In the very center of the wide room stood four towering pillars, each as clear and luminous as ice, each the girth of an ancient tree. They stood in a square thirty or so feet across, and in the midst of them rested a low dais that connected them at each corner. It was like a glass barge adrift on a frozen black sea. Perched in the center of the dais was a great chair with a high back and scrolled legs and arms. It was as elaborate as a throne, and it was carved from the same clear material that composed the walls, ceiling, pillars, and dais.
He tracked the pillars up to the ceiling towering high above him. Detailed images of pagan gods, demons, and angelic patrons completely filled the smooth surface of the expansive dome. They sprawled across one another, men and women, soldiers and maidens, all naked and youthful and robust. There were hundreds of them with their limbs and bodies tightly entwined. Illuminated by the crimson light, they looked like the constellations of young gods shimmering against the summer night sky, and as he looked from one divine face to the next, he saw them shift.
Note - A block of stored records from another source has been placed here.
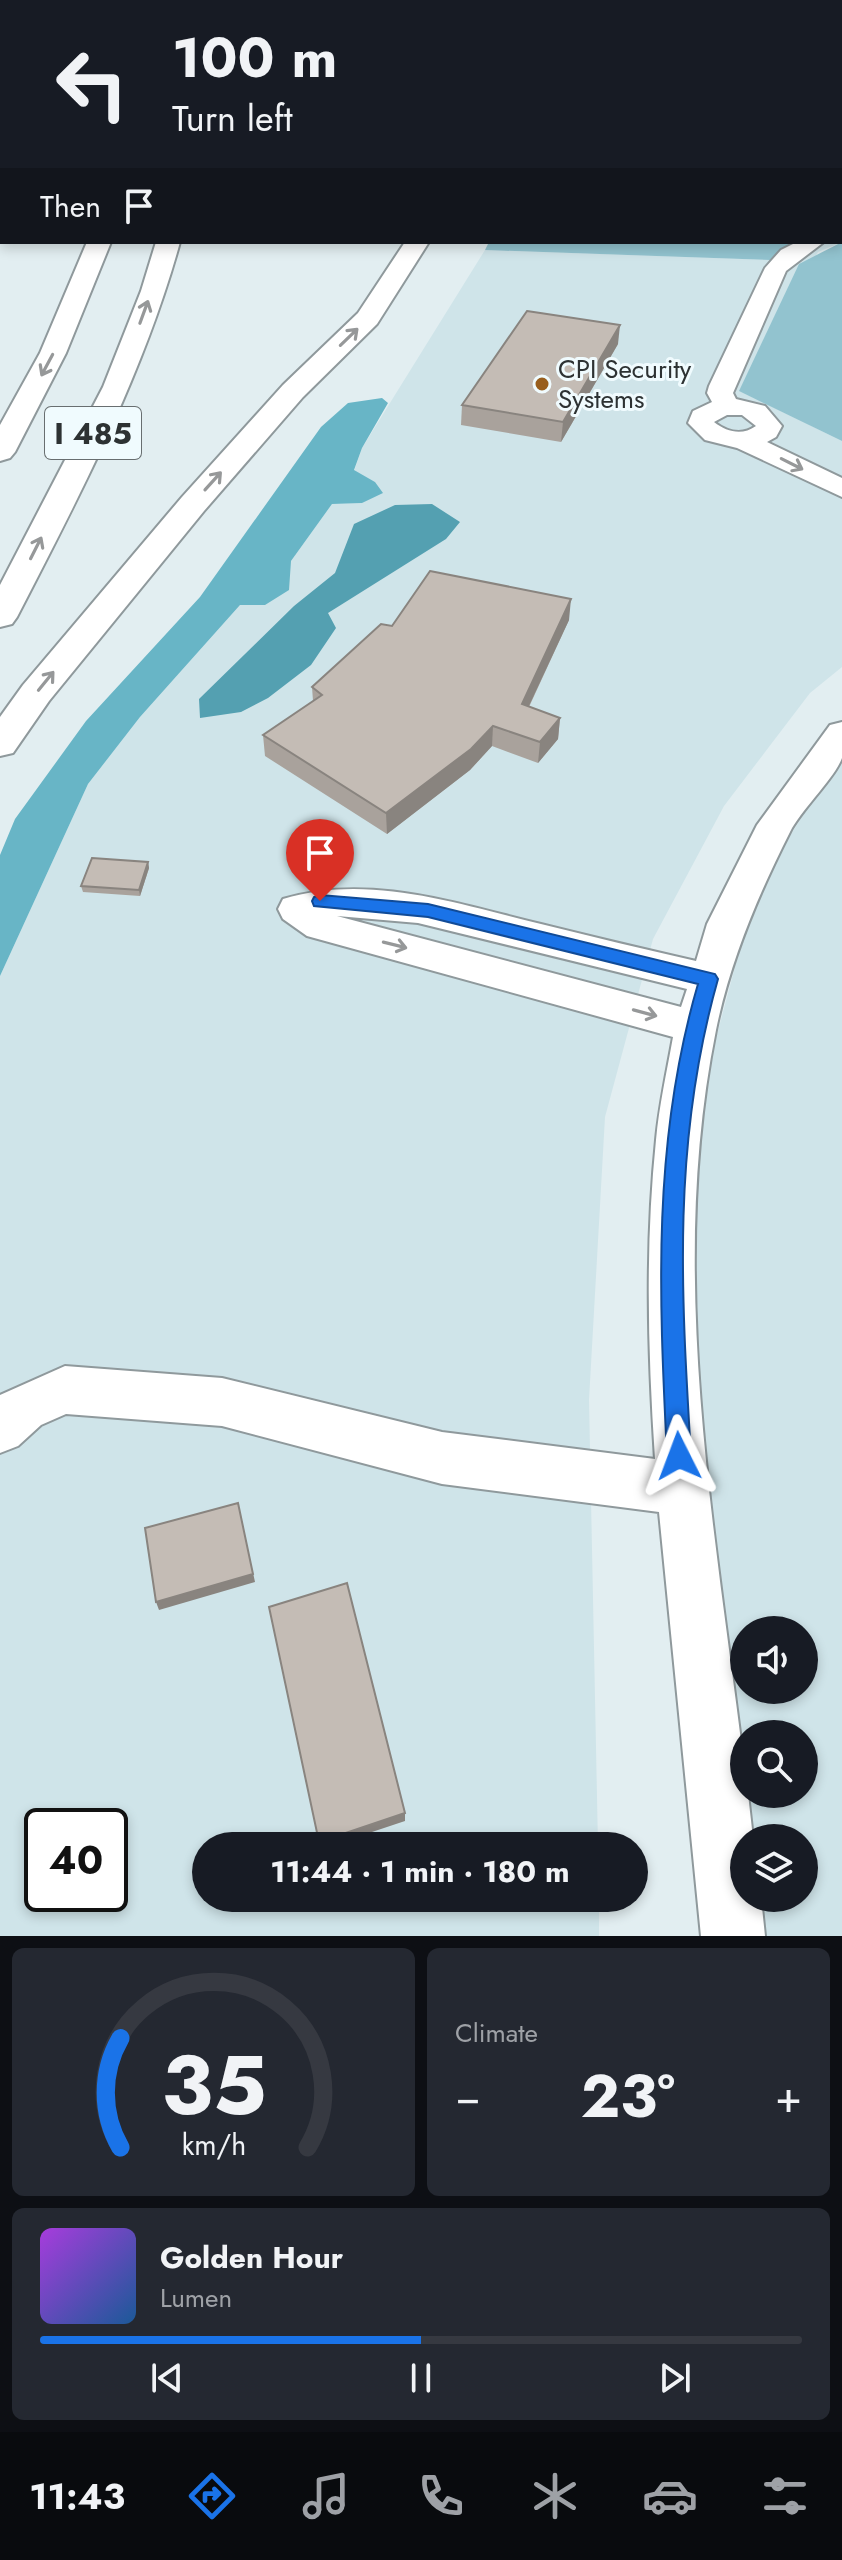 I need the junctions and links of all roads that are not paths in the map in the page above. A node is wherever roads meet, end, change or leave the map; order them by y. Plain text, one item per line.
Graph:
1 (98, 244) edge
2 (167, 244) edge
3 (416, 244) edge
4 (810, 244) edge
5 (727, 407) junction
6 (768, 428) junction
7 (743, 440) junction
8 (0, 452) edge
9 (842, 464) edge
10 (842, 489) edge
11 (0, 617) edge
12 (842, 733) edge
13 (0, 744) edge
14 (708, 979) junction
15 (695, 1027) junction
16 (0, 1428) edge
17 (683, 1489) junction
18 (733, 1936) edge

1 -> 8 highway, I 485
11 -> 2 highway, I 485
13 -> 3 highway
4 - 5 street
5 - 6 street
5 - 7 street
6 - 7 street
6 - 9 street
7 -> 10 street
12 - 14 street
14 - 15 street
14 -> 15 street
15 - 17 street
16 - 17 street
17 - 18 street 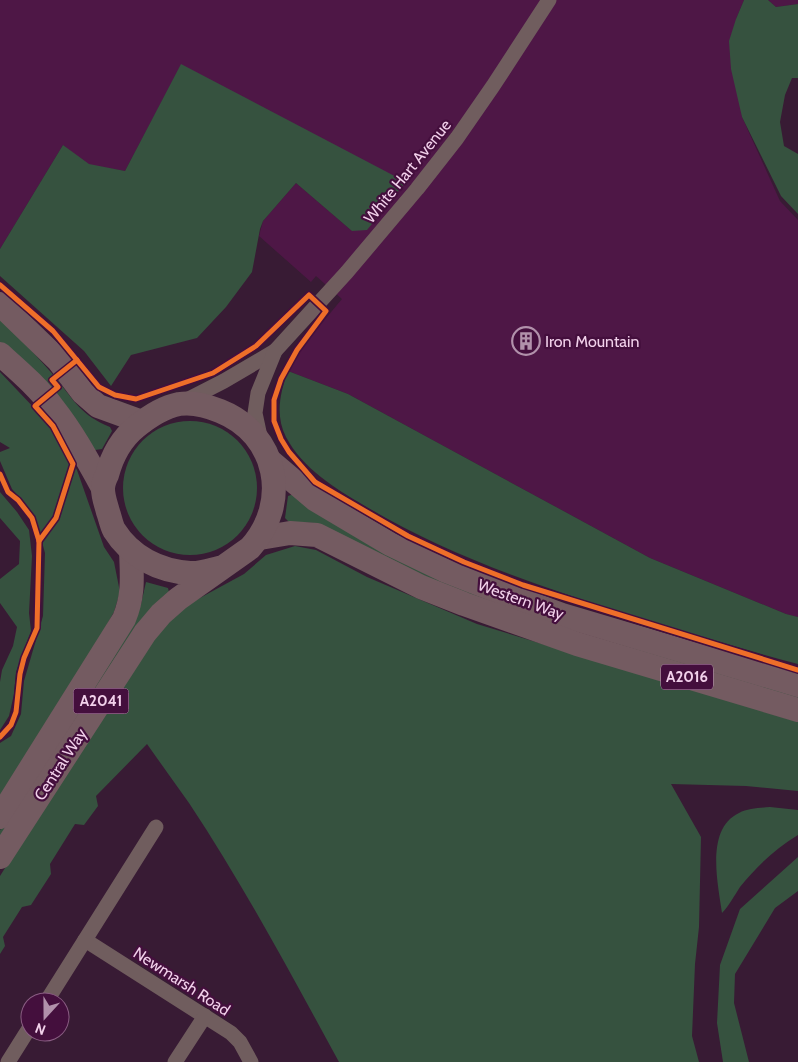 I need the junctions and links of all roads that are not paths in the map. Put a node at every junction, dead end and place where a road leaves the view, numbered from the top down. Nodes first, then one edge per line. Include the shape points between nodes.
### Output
1 (549, 0) edge
2 (0, 304) edge
3 (275, 351) junction
4 (0, 354) edge
5 (179, 404) junction
6 (142, 422) junction
7 (266, 453) junction
8 (103, 488) junction
9 (260, 538) junction
10 (131, 550) junction
11 (223, 567) junction
12 (798, 684) edge
13 (798, 710) edge
14 (0, 817) edge
15 (156, 827) dead end
16 (0, 857) edge
17 (85, 940) junction
18 (52, 992) edge
19 (205, 1016) junction
20 (21, 1042) edge
21 (8, 1062) edge
22 (175, 1062) edge
23 (251, 1062) edge

1 - 3 street, White Hart Avenue via 494,86 417,189
2 - 6 main road via 58,360 83,393 98,406
3 - 5 street, White Hart Avenue
3 - 7 street, White Hart Avenue via 258,393 255,413
4 - 8 main road via 54,408
5 - 6 main road
5 - 7 main road via 206,405 233,416 253,433
6 - 8 main road via 117,447
7 - 9 main road via 274,482 273,502 270,518
7 - 12 main road, Western Way / A2016 via 316,500 390,544 444,570 562,615
8 - 10 main road via 114,529
9 - 11 main road
9 - 13 main road, Western Way / A2016 via 290,533 317,535 421,587 464,604 577,644
10 - 11 main road via 164,570 192,574
10 - 14 main road, Central Way / A2041 via 133,586 124,620
11 - 16 main road, Central Way / A2041 via 178,599 145,633
15 - 17 street
17 - 18 street
17 - 19 street, Newmarsh Road
19 - 22 street
19 - 23 street, Newmarsh Road via 240,1042
20 - 21 street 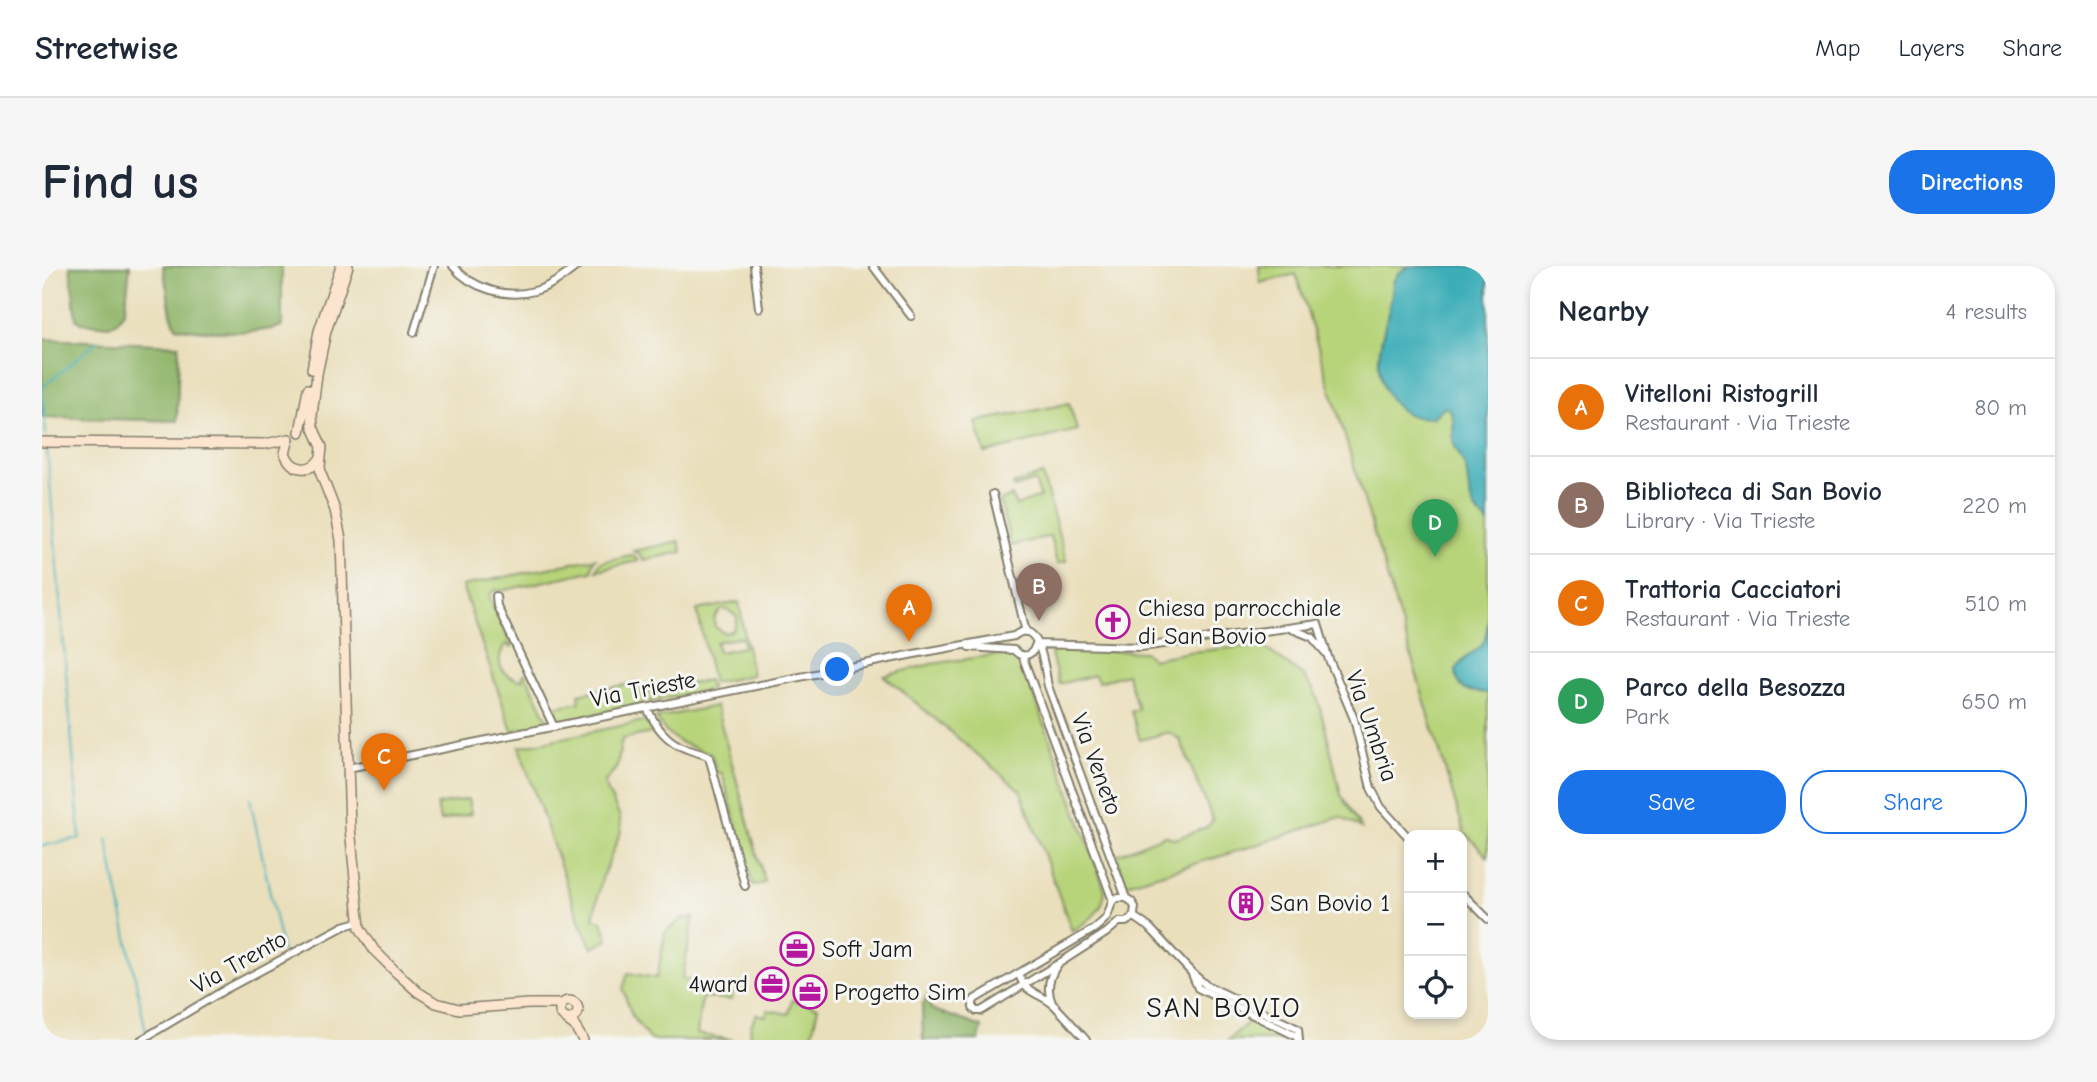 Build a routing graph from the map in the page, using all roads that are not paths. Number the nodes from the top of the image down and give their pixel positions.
1 (341, 266) edge
2 (348, 266) edge
3 (435, 266) edge
4 (453, 266) edge
5 (577, 266) edge
6 (754, 266) edge
7 (873, 266) edge
8 (759, 308) dead end
9 (911, 316) dead end
10 (414, 332) dead end
11 (300, 432) junction
12 (316, 437) junction
13 (289, 439) junction
14 (42, 442) edge
15 (265, 444) junction
16 (285, 453) junction
17 (320, 459) junction
18 (305, 469) junction
19 (324, 483) junction
20 (993, 494) dead end
21 (496, 596) dead end
22 (1286, 628) junction
23 (1026, 632) junction
24 (1014, 636) junction
25 (1036, 644) junction
26 (946, 648) junction
27 (1014, 650) junction
28 (1022, 655) junction
29 (1328, 657) junction
30 (647, 708) junction
31 (554, 727) junction
32 (348, 768) junction
33 (1404, 832) edge
34 (746, 886) dead end
35 (1126, 898) junction
36 (1467, 898) edge
37 (1112, 901) junction
38 (1109, 913) junction
39 (1133, 916) junction
40 (1488, 919) edge
41 (358, 922) junction
42 (1119, 922) junction
43 (1058, 964) junction
44 (1019, 973) junction
45 (1023, 985) junction
46 (1052, 1003) junction
47 (561, 1007) junction
48 (572, 1018) junction
49 (581, 1037) edge
50 (141, 1040) edge
51 (1086, 1040) edge
52 (1299, 1040) edge

1 - 11 street
2 - 12 street
3 - 10 street
4 - 5 street
6 - 8 street
7 - 9 street
11 - 12 street
11 - 13 street
12 - 17 street
13 - 15 street
13 - 16 street
14 - 15 street
15 - 16 street
16 - 18 street
17 - 18 street
17 - 19 street
18 - 19 street
19 - 32 street
20 - 23 street
21 - 31 street
22 - 25 street
22 - 29 street, Via Umbria
22 - 29 street, Via Umbria
23 - 24 street
23 - 25 street
24 - 26 street
24 - 27 street
25 - 28 street
25 - 35 street, Via Veneto
26 - 27 street
26 - 30 street, Via Trieste
27 - 28 street
28 - 37 street, Via Veneto
29 - 33 street, Via Umbria
30 - 31 street, Via Trieste
30 - 34 street
31 - 32 street, Via Trieste
32 - 41 street
35 - 37 street
35 - 39 street
36 - 40 street
37 - 38 street
38 - 42 street
38 - 44 street
39 - 42 street
39 - 52 street
41 - 47 street
41 - 50 street, Via Trento
42 - 43 street
43 - 45 street
43 - 46 street
44 - 45 street
44 - 45 street
45 - 46 street
46 - 51 street
47 - 48 street
47 - 48 street
48 - 49 street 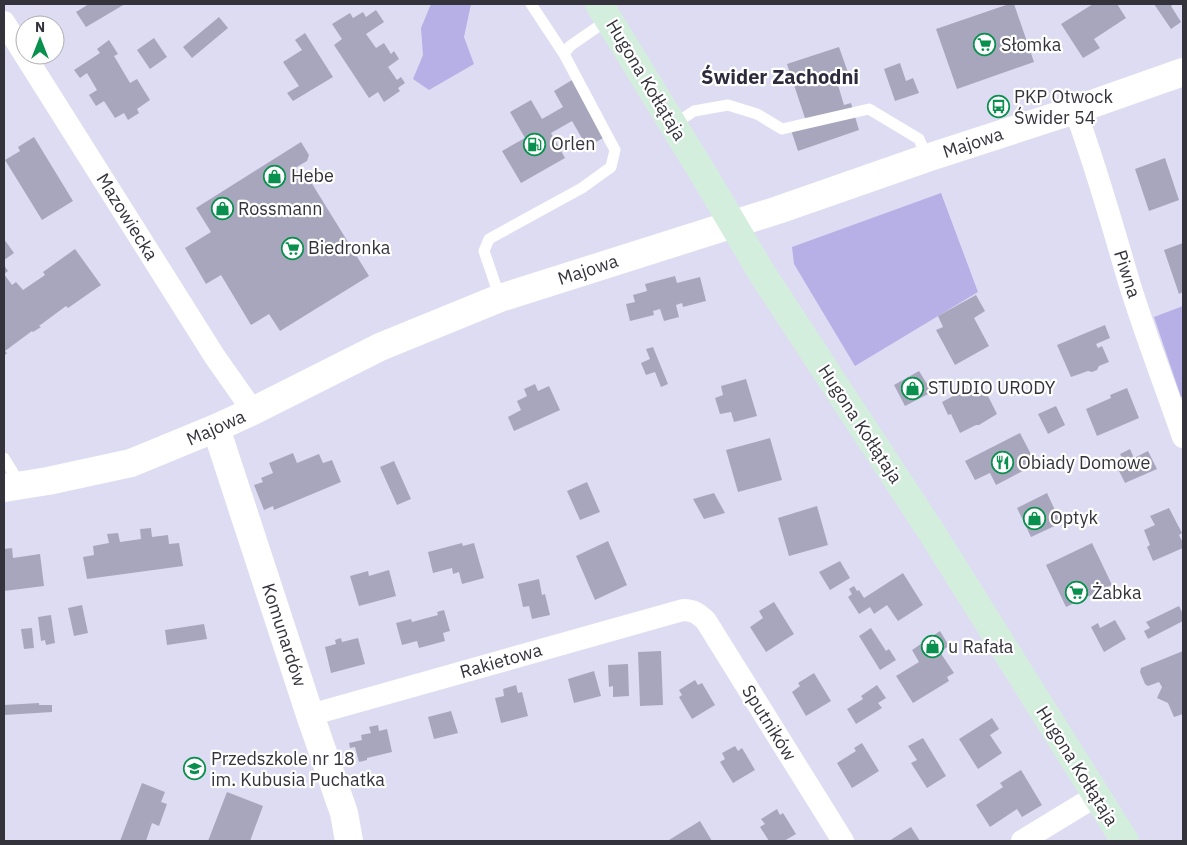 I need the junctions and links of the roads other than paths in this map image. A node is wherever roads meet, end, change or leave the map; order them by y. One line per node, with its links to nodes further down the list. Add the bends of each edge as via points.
1 (531, 4): 4 (lane)
2 (604, 11): 4 (lane); 7 (main road, Hugona Kołłątaja)
3 (4, 22): 11 (street, Mazowiecka, via 215,357)
4 (564, 54): 10 (lane, via 615,150 611,167 582,188 490,239 484,251)
5 (1183, 72): 6 (street, Majowa)
6 (1078, 119): 8 (street, Majowa); 13 (street, Piwna)
7 (673, 125): 8 (lane, via 694,111 728,105 757,114 782,129 869,109 919,139); 9 (main road, Hugona Kołłątaja)
8 (927, 158): 9 (street, Majowa)
9 (733, 224): 10 (street, Majowa); 18 (main road, Hugona Kołłątaja, via 762,275 932,533)
10 (500, 298): 11 (street, Majowa, via 380,346)
11 (253, 411): 12 (street, Majowa)
12 (216, 428): 15 (street, Majowa, via 132,463); 17 (street, Komunardów)
13 (1183, 437)
14 (4, 458): 15 (lane)
15 (12, 487)
16 (691, 610): 17 (street, Rakietowa); 20 (street, Sputników, via 706,622)
17 (310, 715): 19 (street, Komunardów, via 344,813)
18 (1096, 796): 21 (street); 22 (main road, Hugona Kołłątaja)
19 (349, 841)
20 (843, 841)
21 (1022, 841)
22 (1125, 841)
At first, he was sure it was an illusion, a trick of light, or perhaps a hallucination brought on by a damaged head. Then their glimmering faces turned collectively toward him. They smiled down at him like old friends welcoming him home. They began inching their way across the ceiling, moving with the hesitancy of a dream, their naked bodies sliding sensuously across each other in an erotic dance. It was so fluid, so natural; it seemed as if they might leap to the floor and surround him in their lust
He threw his hands to his face. No! This wasn’t possible! It had to be the result of his confinement fear, or maybe a side effect of the bloody elixir, but nothing more. He ordered himself to be calm, to be sensible, rational. It was not real. There was an explanation here somewhere, there always was.
When he finally lowered his hands, the figures were once again as still as the crystal from which they were carved. It was exactly as he expected, a trick of light and nothing more. Satisfied, and more than a little relieved, he steadied himself before moving deeper into the chamber. There was still someone hiding here in this nightmare, and he was determined to find her.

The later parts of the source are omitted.